And hate is an emotion I try never to feel. I tell my children not to say that word like its the F word. And yet I feel it. Towards literally everyone in the world sometimes. Because they are not my Tim.
Many widow/widowers get comments about how strong we are. Others mean it as a compliment, certainly… they don’t know how we do it. If it were them, they wouldn’t get out of bed… but you know what? We don’t want to get out of bed either. We don’t want to be strong either. Sometimes, it feels like an insult – like we aren’t doing grief right. Like we must not be as in pain as they would be if it were them. Like we didn’t love our person enough. I had someone tell me once, a month after Tim died, “I had no idea. If you mentioned it, I’m sorry I didn’t hear you. (Um no, I didn’t causally mention to a person I just met that my husband died last month.) You don’t look like a person… who went through what you went through.. what you are going through.” I smiled, nodded, said Thank you. But what I immediately thought was “am I not doing justice to Tim? To the love we had? To the life we had? Because I seem ok to other people?”
I try to channel my grief into preserving beautiful memories for the kids. From remembering Tim in big ways with a bench, a tree, who know’s what else… but also in the small ways. At the dinner table, “Remember how daddy used to…?” But there are those ugly parts of grief that creep in too. It’s probably the bigger part, though I mostly keep it hidden because its ugly. I hide those ugly parts behind the facebook posts that Tim would have made. That he did make back when we were a #partyoffive. I no longer spend my time reading mommy blogs. I read widows and widowers blogs. I read posts from sad people. Because I understand them. I am a sad person.

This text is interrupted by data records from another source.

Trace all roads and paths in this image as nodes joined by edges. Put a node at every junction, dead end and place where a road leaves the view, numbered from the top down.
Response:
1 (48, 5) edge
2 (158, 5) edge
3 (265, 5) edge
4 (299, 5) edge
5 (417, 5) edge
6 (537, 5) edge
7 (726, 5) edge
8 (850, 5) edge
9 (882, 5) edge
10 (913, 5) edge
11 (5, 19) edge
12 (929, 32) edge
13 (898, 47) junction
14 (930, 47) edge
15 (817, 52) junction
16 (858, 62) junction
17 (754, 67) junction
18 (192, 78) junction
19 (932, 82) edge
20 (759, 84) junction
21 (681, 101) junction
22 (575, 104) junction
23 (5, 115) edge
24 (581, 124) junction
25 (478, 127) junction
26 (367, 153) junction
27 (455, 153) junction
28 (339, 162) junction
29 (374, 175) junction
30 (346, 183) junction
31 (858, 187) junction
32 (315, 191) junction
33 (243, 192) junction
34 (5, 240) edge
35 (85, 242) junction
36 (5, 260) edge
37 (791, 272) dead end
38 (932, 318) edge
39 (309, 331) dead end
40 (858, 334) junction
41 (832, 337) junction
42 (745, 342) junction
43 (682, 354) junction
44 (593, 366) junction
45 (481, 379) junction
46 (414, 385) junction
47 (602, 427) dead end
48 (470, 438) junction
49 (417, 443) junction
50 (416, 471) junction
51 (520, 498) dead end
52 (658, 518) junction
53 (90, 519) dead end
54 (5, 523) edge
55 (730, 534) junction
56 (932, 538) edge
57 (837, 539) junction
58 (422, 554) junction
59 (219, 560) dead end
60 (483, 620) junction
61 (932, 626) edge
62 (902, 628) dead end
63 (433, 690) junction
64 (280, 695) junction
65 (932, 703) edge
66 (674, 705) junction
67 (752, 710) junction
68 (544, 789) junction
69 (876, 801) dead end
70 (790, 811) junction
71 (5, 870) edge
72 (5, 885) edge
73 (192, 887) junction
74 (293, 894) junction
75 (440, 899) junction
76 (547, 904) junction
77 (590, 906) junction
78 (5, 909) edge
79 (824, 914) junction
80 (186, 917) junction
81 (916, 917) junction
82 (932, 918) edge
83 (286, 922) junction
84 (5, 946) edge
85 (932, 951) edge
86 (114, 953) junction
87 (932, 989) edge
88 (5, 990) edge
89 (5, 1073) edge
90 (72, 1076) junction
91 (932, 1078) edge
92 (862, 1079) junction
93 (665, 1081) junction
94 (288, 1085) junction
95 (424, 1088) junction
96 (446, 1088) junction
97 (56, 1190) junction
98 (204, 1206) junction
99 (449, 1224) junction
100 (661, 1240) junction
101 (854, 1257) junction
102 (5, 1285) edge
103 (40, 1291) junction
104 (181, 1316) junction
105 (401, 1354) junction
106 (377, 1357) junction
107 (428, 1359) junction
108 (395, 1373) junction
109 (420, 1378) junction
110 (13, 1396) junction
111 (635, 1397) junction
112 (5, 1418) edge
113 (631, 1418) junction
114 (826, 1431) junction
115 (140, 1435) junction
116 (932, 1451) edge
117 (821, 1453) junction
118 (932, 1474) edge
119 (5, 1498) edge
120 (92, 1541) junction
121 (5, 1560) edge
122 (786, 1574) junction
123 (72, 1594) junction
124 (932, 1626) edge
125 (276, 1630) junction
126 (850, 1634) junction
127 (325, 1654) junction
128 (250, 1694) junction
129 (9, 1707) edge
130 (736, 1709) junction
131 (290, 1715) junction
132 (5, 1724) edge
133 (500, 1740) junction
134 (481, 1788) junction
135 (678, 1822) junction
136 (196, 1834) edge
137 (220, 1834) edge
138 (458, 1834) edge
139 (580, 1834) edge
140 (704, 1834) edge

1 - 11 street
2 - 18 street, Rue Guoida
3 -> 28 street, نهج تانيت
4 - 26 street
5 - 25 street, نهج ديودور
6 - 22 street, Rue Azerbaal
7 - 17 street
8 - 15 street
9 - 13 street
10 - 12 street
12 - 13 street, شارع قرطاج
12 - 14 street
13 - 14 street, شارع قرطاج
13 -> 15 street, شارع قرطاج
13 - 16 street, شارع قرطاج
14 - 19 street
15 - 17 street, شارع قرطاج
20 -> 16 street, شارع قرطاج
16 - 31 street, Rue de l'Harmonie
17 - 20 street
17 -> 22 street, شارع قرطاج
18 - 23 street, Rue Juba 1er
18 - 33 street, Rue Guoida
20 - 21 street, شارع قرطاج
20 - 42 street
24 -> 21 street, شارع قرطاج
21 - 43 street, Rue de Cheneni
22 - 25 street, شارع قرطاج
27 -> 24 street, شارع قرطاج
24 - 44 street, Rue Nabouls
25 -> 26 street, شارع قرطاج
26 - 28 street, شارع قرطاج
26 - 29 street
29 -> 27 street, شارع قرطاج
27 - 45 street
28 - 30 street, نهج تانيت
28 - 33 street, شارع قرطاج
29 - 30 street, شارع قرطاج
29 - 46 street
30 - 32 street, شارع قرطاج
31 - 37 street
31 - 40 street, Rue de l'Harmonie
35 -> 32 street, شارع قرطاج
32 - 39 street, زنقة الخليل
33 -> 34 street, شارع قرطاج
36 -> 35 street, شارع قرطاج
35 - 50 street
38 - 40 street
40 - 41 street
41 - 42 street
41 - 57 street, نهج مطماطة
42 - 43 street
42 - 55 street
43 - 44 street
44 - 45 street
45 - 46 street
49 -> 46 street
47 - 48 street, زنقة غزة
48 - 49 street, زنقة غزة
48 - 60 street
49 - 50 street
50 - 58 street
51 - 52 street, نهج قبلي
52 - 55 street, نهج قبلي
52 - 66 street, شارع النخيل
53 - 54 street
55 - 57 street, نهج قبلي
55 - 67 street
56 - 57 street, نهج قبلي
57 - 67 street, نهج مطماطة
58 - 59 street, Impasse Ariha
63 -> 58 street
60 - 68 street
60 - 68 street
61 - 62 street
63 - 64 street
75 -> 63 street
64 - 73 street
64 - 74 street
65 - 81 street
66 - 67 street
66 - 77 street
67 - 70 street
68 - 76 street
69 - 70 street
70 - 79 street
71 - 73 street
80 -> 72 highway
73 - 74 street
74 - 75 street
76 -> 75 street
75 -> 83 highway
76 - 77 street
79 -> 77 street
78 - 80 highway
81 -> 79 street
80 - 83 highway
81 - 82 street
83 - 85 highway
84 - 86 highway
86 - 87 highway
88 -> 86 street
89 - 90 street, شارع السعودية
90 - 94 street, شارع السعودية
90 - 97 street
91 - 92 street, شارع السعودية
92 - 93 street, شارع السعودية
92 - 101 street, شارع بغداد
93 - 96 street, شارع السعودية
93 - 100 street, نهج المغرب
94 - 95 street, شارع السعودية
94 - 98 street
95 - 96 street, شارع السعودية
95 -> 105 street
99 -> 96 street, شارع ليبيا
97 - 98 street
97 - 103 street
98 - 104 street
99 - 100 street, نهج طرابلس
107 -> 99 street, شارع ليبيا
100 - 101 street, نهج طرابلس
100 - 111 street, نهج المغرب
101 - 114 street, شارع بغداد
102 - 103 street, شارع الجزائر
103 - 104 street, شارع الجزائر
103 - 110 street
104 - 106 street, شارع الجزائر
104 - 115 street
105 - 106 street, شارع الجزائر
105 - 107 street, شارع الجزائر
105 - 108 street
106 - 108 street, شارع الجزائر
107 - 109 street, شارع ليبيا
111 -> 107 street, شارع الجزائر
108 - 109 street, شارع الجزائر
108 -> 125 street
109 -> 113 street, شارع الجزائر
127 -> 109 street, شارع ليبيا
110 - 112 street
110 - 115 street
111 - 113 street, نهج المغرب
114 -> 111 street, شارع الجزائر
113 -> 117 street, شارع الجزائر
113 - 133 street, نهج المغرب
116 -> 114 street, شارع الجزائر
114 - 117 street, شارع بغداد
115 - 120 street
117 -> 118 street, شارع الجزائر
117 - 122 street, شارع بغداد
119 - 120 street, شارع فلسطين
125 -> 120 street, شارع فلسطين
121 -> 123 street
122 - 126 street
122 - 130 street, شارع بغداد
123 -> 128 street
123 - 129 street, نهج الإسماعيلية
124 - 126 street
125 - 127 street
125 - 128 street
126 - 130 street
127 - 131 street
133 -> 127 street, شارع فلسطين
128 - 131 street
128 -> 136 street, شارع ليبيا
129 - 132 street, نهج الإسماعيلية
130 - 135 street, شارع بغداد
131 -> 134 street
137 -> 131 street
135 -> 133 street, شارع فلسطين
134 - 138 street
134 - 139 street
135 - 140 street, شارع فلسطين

I am trying hard to put together “selfies with Dad” books for each of the kids. They are beautiful, and wonderful, but also, looking through all the photos… damn, it hurts. Seeing how much he loved each one of them. What he wouldn’t give to be with them here, now. The selfies end 6 months ago. But before that, there are so many. The joy he had in his smile, in his eyes, whenever he was with them. Unadulterated, unfiltered joy in his children. I grieve that they don’t get to experience that in their dad anymore… that they won’t experience all the hurt that life will throw at them, and then come home to collapse into his big warm arms. They don’t even know how much they are missing with that. How good it was. Feeling the warmth of his big arms around you was one of the most good things in the world. His blood flows in their veins, and yet that is lost to them.
I grieve his losses. I grieve their losses. A is so like him, they were kindred spirits in so many ways. A has the flair of anger and temper he had. He could understand that temper better than I can, because it was his. I grieve that she will not grow up with that understanding. R has his goofiness, his sense of humor, his flair with sarcasm, and his comedic timing. You can see it in the selfies they did together, in all the expressions they could make. I grieve that she will not grow up with that comedic appreciation and understanding. And D… I grieve for him, but I’m not even sure I know yet what he will miss most of all. I know this: He has the LAST selfie with dad. The very last photos Tim ever took on his phone were of him and D. And yet… there aren’t any that show their similarities. He was only 9 months old. He never got a beach trip with dad, never got to spend a Father’s day together. We don’t have photos that show their similarities, we didn’t even know what those similarities could be yet… and that is hard. And I grieve my loss. Every day. Having him there each day to talk to in the present. And I grieve the future I planned with him, that I imagined with him. That future is now lost to me forever. And all I am left with is grief.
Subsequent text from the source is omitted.